The size of the black holes involved in the merger would make them more massive than a regular star, but lighter than the supermassive black holes often found at the center of galaxies.
The event, which occurred approximately seven billion light years away, was observed in May 2019 using the twin Laser Interferometer Gravitational-wave Antenna (LIGO) detectors in the US and the smaller Virgo observatory in Italy.
The researchers made the discovery by observing gravitational waves, ripples in space-time that can give away these galactic events. The relatively new technique has allowed scientists to make discoveries of dozens of other black hole collisions like it.
But even by the epic standards of black hole collisions, this one takes the cake.
"This doesn't look much like a chirp, which is what we typically detect," Virgo member Nelson Christensen, researcher at the French National Centre for Scientific Research (CNRS), who compared the new results to the first detection of gravitational waves using LIGO dating back to 2015, said in an MIT press release.
"This is more like something that goes 'bang,' and it's the most massive signal LIGO and Virgo have seen," Christensen added.
The masses of the two merging black holes are highly unusual as there is a "mass gap," roughly between 65 and 135 solar masses, where black holes aren't expected to exist.

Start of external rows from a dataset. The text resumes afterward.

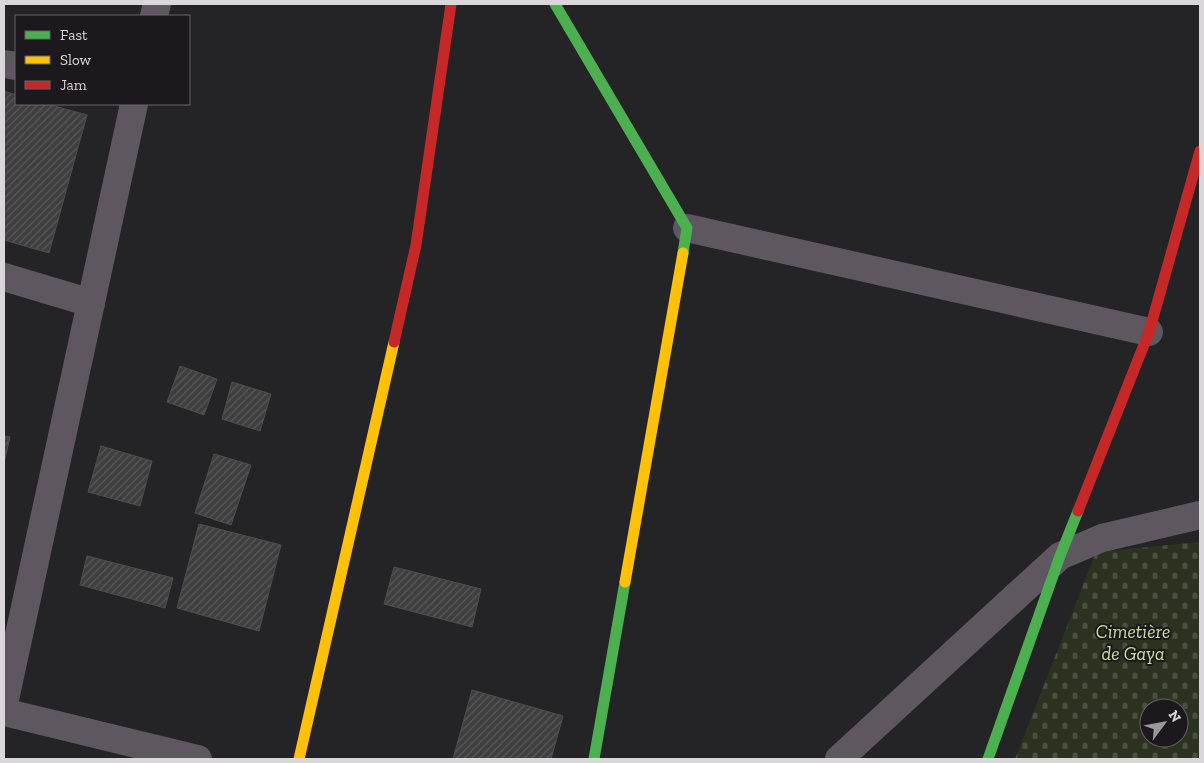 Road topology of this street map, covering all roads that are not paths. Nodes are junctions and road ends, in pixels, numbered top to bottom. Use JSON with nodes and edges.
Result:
{"nodes":[{"id":1,"x":451,"y":4,"type":"edge"},
{"id":2,"x":555,"y":4,"type":"edge"},
{"id":3,"x":134,"y":105,"type":"edge"},
{"id":4,"x":1200,"y":151,"type":"edge"},
{"id":5,"x":687,"y":228,"type":"junction"},
{"id":6,"x":4,"y":277,"type":"edge"},
{"id":7,"x":91,"y":304,"type":"junction"},
{"id":8,"x":1150,"y":332,"type":"junction"},
{"id":9,"x":1200,"y":515,"type":"edge"},
{"id":10,"x":1060,"y":556,"type":"junction"},
{"id":11,"x":4,"y":704,"type":"edge"},
{"id":12,"x":4,"y":712,"type":"edge"},
{"id":13,"x":198,"y":759,"type":"edge"},
{"id":14,"x":299,"y":759,"type":"edge"},
{"id":15,"x":594,"y":759,"type":"edge"},
{"id":16,"x":839,"y":759,"type":"edge"},
{"id":17,"x":988,"y":759,"type":"edge"}],
"edges":[{"from":1,"to":14,"type":"street"},
{"from":2,"to":5,"type":"street"},
{"from":3,"to":7,"type":"street"},
{"from":4,"to":8,"type":"street"},
{"from":5,"to":8,"type":"street"},
{"from":5,"to":15,"type":"street"},
{"from":6,"to":7,"type":"street"},
{"from":7,"to":11,"type":"street"},
{"from":8,"to":10,"type":"street"},
{"from":9,"to":10,"type":"street"},
{"from":10,"to":16,"type":"street"},
{"from":10,"to":17,"type":"street"},
{"from":12,"to":13,"type":"street"}]} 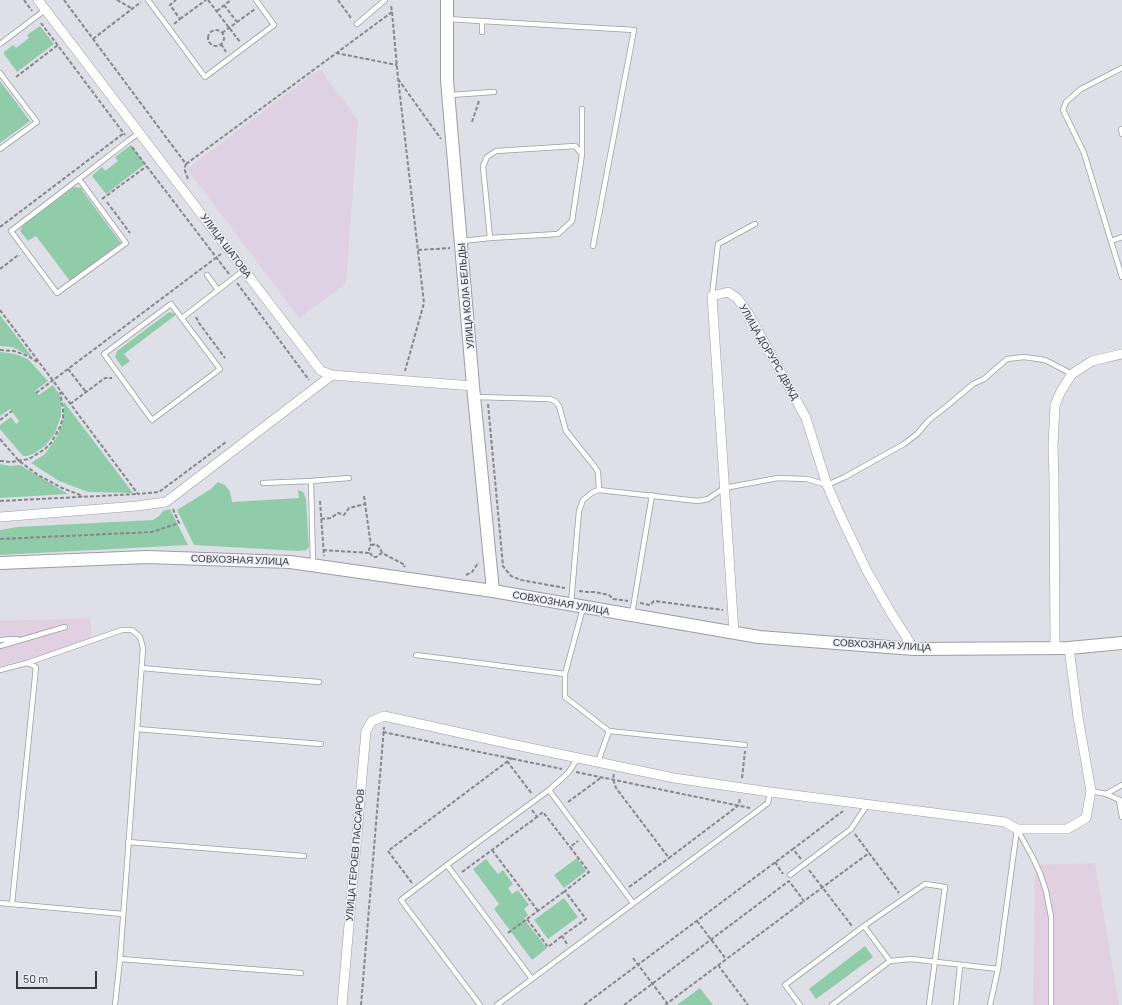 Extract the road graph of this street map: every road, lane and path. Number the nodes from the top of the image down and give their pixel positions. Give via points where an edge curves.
1 (24, 0) edge
2 (38, 0) edge
3 (64, 0) edge
4 (117, 0) edge
5 (144, 0) edge
6 (148, 0) edge
7 (176, 0) edge
8 (207, 0) edge
9 (231, 0) edge
10 (256, 0) edge
11 (338, 0) edge
12 (385, 0) edge
13 (389, 0) edge
14 (447, 0) edge
15 (224, 5) junction
16 (259, 5) junction
17 (133, 8) junction
18 (45, 10) junction
19 (216, 11) junction
20 (392, 12) junction
21 (36, 17) junction
22 (351, 18) dead end
23 (180, 19) junction
24 (447, 19) junction
25 (482, 21) junction
26 (237, 22) junction
27 (357, 24) dead end
28 (169, 28) junction
29 (229, 28) junction
30 (482, 32) dead end
31 (222, 33) junction
32 (93, 39) junction
33 (0, 44) edge
34 (58, 45) junction
35 (244, 48) junction
36 (336, 53) junction
37 (397, 65) junction
38 (1122, 68) edge
39 (0, 73) edge
40 (16, 77) dead end
41 (398, 78) junction
42 (494, 92) dead end
43 (481, 93) junction
44 (448, 95) junction
45 (582, 109) dead end
46 (472, 122) dead end
47 (124, 133) junction
48 (139, 133) junction
49 (128, 142) junction
50 (444, 143) dead end
51 (0, 149) edge
52 (582, 154) junction
53 (186, 164) junction
54 (146, 166) junction
55 (79, 179) junction
56 (189, 182) dead end
57 (104, 198) junction
58 (97, 203) junction
59 (755, 224) dead end
60 (0, 226) edge
61 (130, 233) dead end
62 (1122, 237) edge
63 (490, 238) junction
64 (1111, 241) junction
65 (457, 244) junction
66 (593, 246) dead end
67 (228, 249) junction
68 (418, 250) junction
69 (23, 256) dead end
70 (217, 257) junction
71 (0, 269) edge
72 (244, 270) junction
73 (207, 275) dead end
74 (1122, 277) edge
75 (233, 278) junction
76 (218, 290) junction
77 (712, 296) junction
78 (197, 314) dead end
79 (182, 318) junction
80 (0, 350) edge
81 (1122, 354) edge
82 (225, 358) dead end
83 (40, 363) dead end
84 (68, 369) junction
85 (398, 370) dead end
86 (1072, 374) junction
87 (332, 375) junction
88 (114, 379) dead end
89 (309, 380) dead end
90 (60, 390) dead end
91 (86, 392) junction
92 (474, 392) junction
93 (36, 393) dead end
94 (487, 397) junction
95 (70, 404) dead end
96 (12, 411) dead end
97 (0, 420) edge
98 (0, 439) edge
99 (0, 461) edge
100 (19, 461) junction
101 (349, 478) dead end
102 (311, 481) junction
103 (263, 484) dead end
104 (828, 484) junction
105 (724, 488) junction
106 (599, 490) junction
107 (138, 494) dead end
108 (652, 495) junction
109 (84, 496) junction
110 (364, 496) dead end
111 (320, 499) dead end
112 (169, 500) junction
113 (0, 501) edge
114 (365, 504) junction
115 (0, 517) edge
116 (321, 519) junction
117 (0, 539) edge
118 (371, 546) junction
119 (323, 550) junction
120 (382, 552) junction
121 (370, 553) junction
122 (324, 557) dead end
123 (0, 563) edge
124 (401, 563) dead end
125 (313, 565) junction
126 (503, 566) dead end
127 (493, 591) junction
128 (571, 604) junction
129 (584, 606) junction
130 (632, 615) junction
131 (65, 627) dead end
132 (734, 632) junction
133 (27, 639) junction
134 (0, 640) edge
135 (1122, 643) edge
136 (0, 646) edge
137 (1055, 648) junction
138 (1069, 648) junction
139 (914, 649) junction
140 (416, 656) dead end
141 (27, 663) junction
142 (142, 668) junction
143 (0, 670) edge
144 (565, 674) junction
145 (319, 682) dead end
146 (384, 716) junction
147 (137, 729) junction
148 (609, 731) junction
149 (321, 744) dead end
150 (745, 745) joint
151 (526, 747) junction
152 (578, 758) junction
153 (507, 761) junction
154 (598, 762) junction
155 (616, 765) junction
156 (602, 777) dead end
157 (741, 783) dead end
158 (1122, 785) edge
159 (549, 790) junction
160 (1091, 791) junction
161 (770, 792) junction
162 (1106, 794) junction
163 (536, 799) junction
164 (1120, 800) edge
165 (845, 802) junction
166 (867, 804) junction
167 (528, 805) junction
168 (739, 805) dead end
169 (562, 807) junction
170 (537, 817) junction
171 (1122, 817) edge
172 (851, 829) junction
173 (1017, 829) junction
174 (584, 837) junction
175 (128, 842) junction
176 (570, 847) junction
177 (793, 849) junction
178 (492, 850) junction
179 (868, 852) junction
180 (304, 856) dead end
181 (669, 858) junction
182 (775, 862) junction
183 (804, 864) junction
184 (447, 866) junction
185 (784, 875) dead end
186 (790, 875) dead end
187 (456, 877) junction
188 (822, 887) junction
189 (416, 889) junction
190 (565, 891) junction
191 (624, 891) junction
192 (903, 899) junction
193 (804, 901) junction
194 (0, 903) edge
195 (633, 903) junction
196 (12, 904) junction
197 (538, 911) junction
198 (123, 914) junction
199 (526, 919) junction
200 (697, 921) junction
201 (864, 926) junction
202 (857, 932) junction
203 (562, 936) junction
204 (501, 938) junction
205 (711, 940) junction
206 (572, 949) junction
207 (633, 958) dead end
208 (120, 959) junction
209 (726, 960) junction
210 (890, 961) junction
211 (934, 962) junction
212 (638, 965) junction
213 (718, 965) junction
214 (960, 966) junction
215 (998, 969) junction
216 (301, 973) dead end
217 (532, 979) junction
218 (652, 984) junction
219 (666, 1004) edge
220 (115, 1005) edge
221 (342, 1005) edge
222 (361, 1005) edge
223 (480, 1005) edge
224 (497, 1005) edge
225 (584, 1005) edge
226 (624, 1005) edge
227 (748, 1005) edge
228 (800, 1005) edge
229 (832, 1005) edge
230 (928, 1005) edge
231 (956, 1005) edge
232 (990, 1005) edge
233 (1051, 1005) edge

1 - 21 path
2 - 18 street, УЛИЦА ШАТОВА
3 - 32 path
4 - 17 path
5 - 17 path
6 - 28 lane
7 - 23 path via 170,5
8 - 19 path
8 - 23 path
9 - 15 path
10 - 16 lane
11 - 22 path
12 - 27 lane
13 - 20 path
14 - 24 main road, УЛИЦА КОЛА БЕЛЬДЫ
15 - 19 path
15 - 26 path
16 - 26 path
16 - 35 lane via 274,25
17 - 32 path
18 - 21 lane
18 - 48 street, УЛИЦА ШАТОВА
19 - 29 path
20 - 36 path
20 - 37 path
21 - 33 lane
21 - 34 path
23 - 28 path
24 - 25 lane
24 - 44 main road, УЛИЦА КОЛА БЕЛЬДЫ
25 - 30 lane
25 - 66 lane via 634,30
26 - 29 path
28 - 35 lane via 205,76
29 - 31 path
29 - 35 path
31 - 31 path via 216,30 210,34 210,44 221,44 224,40
32 - 53 path
34 - 40 path
34 - 47 path
36 - 37 path
36 - 53 path
37 - 41 path
38 - 64 lane via 1081,89 1066,102 1063,110 1084,153
39 - 51 lane via 37,122
41 - 50 path
41 - 68 path
42 - 43 lane
43 - 44 lane
43 - 46 path
44 - 65 main road, УЛИЦА КОЛА БЕЛЬДЫ
45 - 52 lane
47 - 49 path
47 - 60 path
48 - 49 lane
48 - 67 street, УЛИЦА ШАТОВА
49 - 54 path
49 - 55 lane
52 - 63 lane via 572,221 558,234
52 - 63 lane via 575,146 496,151 486,157 483,166
53 - 56 path via 185,171
54 - 57 path
54 - 70 path
55 - 58 lane
55 - 58 lane via 11,231 57,293 126,242
57 - 58 path
57 - 61 path
59 - 77 lane via 718,244
62 - 64 lane
63 - 65 lane
64 - 74 lane
65 - 68 path
65 - 92 main road, УЛИЦА КОЛА БЕЛЬДЫ
67 - 70 path
67 - 72 street, УЛИЦА ШАТОВА
68 - 85 path via 424,303 405,371
69 - 71 path via 17,256
70 - 75 path
70 - 84 path
72 - 75 lane
72 - 87 street, УЛИЦА ШАТОВА via 321,371
73 - 76 lane
75 - 76 lane
75 - 89 path
76 - 79 lane
77 - 104 street, УЛИЦА ДОРУРС ДВЖД via 728,292 737,298 748,312 806,418
77 - 105 street
78 - 82 path via 199,323
79 - 79 lane via 171,304 104,354 152,420 220,370
80 - 83 path via 14,351
81 - 86 street via 1092,362
84 - 91 path
84 - 93 path
86 - 104 lane via 1044,360 1024,357 1007,359 929,420 904,444
86 - 137 street via 1055,405
87 - 92 street, УЛИЦА ШАТОВА
87 - 112 street
88 - 91 path via 105,378
90 - 100 path via 63,418 57,435 45,450
91 - 95 path
92 - 94 lane
92 - 127 main road, УЛИЦА КОЛА БЕЛЬДЫ
94 - 106 lane via 555,401 559,406 566,431 598,472
94 - 126 path
96 - 97 path
98 - 100 path
99 - 100 path
100 - 109 path via 38,476
101 - 102 lane
102 - 103 lane
102 - 125 lane
104 - 105 lane via 807,479 778,478
104 - 139 street, УЛИЦА ДОРУРС ДВЖД via 867,570
105 - 108 lane via 708,499 698,500
105 - 132 street
106 - 108 lane
106 - 128 lane via 583,500 579,511
107 - 109 path
108 - 130 lane
109 - 113 path
110 - 114 path
111 - 116 path
112 - 115 street via 137,506
112 - 117 path via 180,523 152,532
114 - 116 path via 349,508 344,515 338,513 331,518
114 - 118 path
116 - 119 path
118 - 120 path via 378,545
118 - 121 path
119 - 121 path
119 - 122 path
120 - 121 path via 376,557
120 - 124 path
123 - 125 main road, СОВХОЗНАЯ УЛИЦА via 147,557
125 - 127 main road, СОВХОЗНАЯ УЛИЦА
127 - 128 main road, СОВХОЗНАЯ УЛИЦА
128 - 129 main road, СОВХОЗНАЯ УЛИЦА
129 - 130 main road, СОВХОЗНАЯ УЛИЦА
129 - 144 lane
130 - 132 main road, СОВХОЗНАЯ УЛИЦА
131 - 133 lane
132 - 139 main road, СОВХОЗНАЯ УЛИЦА via 759,637
133 - 134 lane
133 - 136 lane
135 - 138 main road, СОВХОЗНАЯ УЛИЦА
137 - 138 main road, СОВХОЗНАЯ УЛИЦА
137 - 139 main road, СОВХОЗНАЯ УЛИЦА
138 - 160 street
140 - 144 lane
141 - 142 lane via 122,630 132,630 140,637 143,648
141 - 143 lane
141 - 196 lane via 36,667
142 - 145 lane
142 - 147 lane
144 - 148 lane via 565,697
146 - 151 street
146 - 221 street, УЛИЦА ГЕРОЕВ ПАССАРОВ via 372,721 366,731
146 - 222 path
147 - 149 lane
147 - 175 lane
148 - 150 lane
148 - 154 lane
150 - 157 path
151 - 152 street
151 - 153 path
152 - 154 street
152 - 159 lane via 568,773
153 - 163 path
153 - 189 path via 388,851
154 - 155 street
155 - 161 street via 674,778
155 - 181 path via 616,788
156 - 169 path
158 - 162 lane
159 - 163 lane
159 - 169 lane
160 - 162 lane
160 - 173 street via 1086,818 1067,829
161 - 165 street
161 - 195 lane via 768,803
162 - 164 lane
163 - 167 lane
164 - 171 lane
165 - 166 street
165 - 177 path via 843,811
166 - 172 lane
166 - 173 street via 1005,822
167 - 170 path
167 - 184 lane
168 - 181 path
169 - 174 lane
170 - 176 path via 544,812
170 - 178 path
172 - 179 path
172 - 183 lane
173 - 215 lane
173 - 233 lane via 1040,873 1046,891 1051,917
174 - 176 path
174 - 191 lane
175 - 180 lane
175 - 198 lane
176 - 190 path via 589,872
177 - 182 path
177 - 183 path
178 - 187 path
178 - 197 path
179 - 188 path
179 - 192 path
181 - 191 path
182 - 185 path
182 - 200 path
183 - 186 lane
183 - 188 path
184 - 187 lane
184 - 189 lane
187 - 204 lane
188 - 193 path
188 - 202 path
189 - 223 lane via 401,900
190 - 197 path
190 - 203 path via 586,919
191 - 195 lane
192 - 201 lane
192 - 211 lane via 925,884 945,887
193 - 205 path via 789,881
193 - 209 path
194 - 196 lane
195 - 206 lane
196 - 198 lane
197 - 199 path
198 - 208 lane
199 - 203 path via 548,947
199 - 204 path
200 - 205 path
200 - 212 path
201 - 202 lane
201 - 210 lane
202 - 228 lane via 785,985
203 - 206 path
204 - 217 lane
205 - 209 path
205 - 218 path
206 - 217 lane
207 - 212 path
208 - 216 lane
208 - 220 lane
209 - 213 path
210 - 211 lane via 911,959
210 - 229 lane
211 - 214 lane
211 - 230 lane
212 - 218 path
212 - 225 path
213 - 219 path
213 - 227 path
214 - 215 lane
214 - 231 lane
215 - 232 lane
217 - 224 lane
218 - 219 path
218 - 226 path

That's because at those sizes, stars theoretically tend to be ripped apart and disintegrated by the explosive fusion of oxygen nuclei, a process known as "pair instability."
"This is quite neatly in the range one would expect the pair-instability mass gap should be," LIGO astrophysicist Christopher Berry of Northwestern University in Evanston, Illinois, said in the Nature statement.
Scientists suspect that at least one of the black holes may not have formed from a collapsing star — the more conventional way smaller black holes are formed.
Another scenario is that smaller black holes could have merged together over time, accumulating into the one involved in this collision. Yet such a theory is hard to back up as we still haven't found any other intermediate black holes.
"That’s why astronomers have been looking for these extensively, because they would help in solving this puzzle,” Salvatore Vitale, an assistant professor at the LIGO Lab of MIT, told The Verge.
"LIGO once again surprises us not just with the detection of black holes in sizes that are difficult to explain, but doing it using techniques that were not designed specifically for stellar mergers," Pedro Marronetti, program director for gravitational physics at the National Science Foundation, said in the MIT press release.
"This is of tremendous importance since it showcases the instrument's ability to detect signals from completely unforeseen astrophysical events," he added. "LIGO shows that it can also observe the unexpected."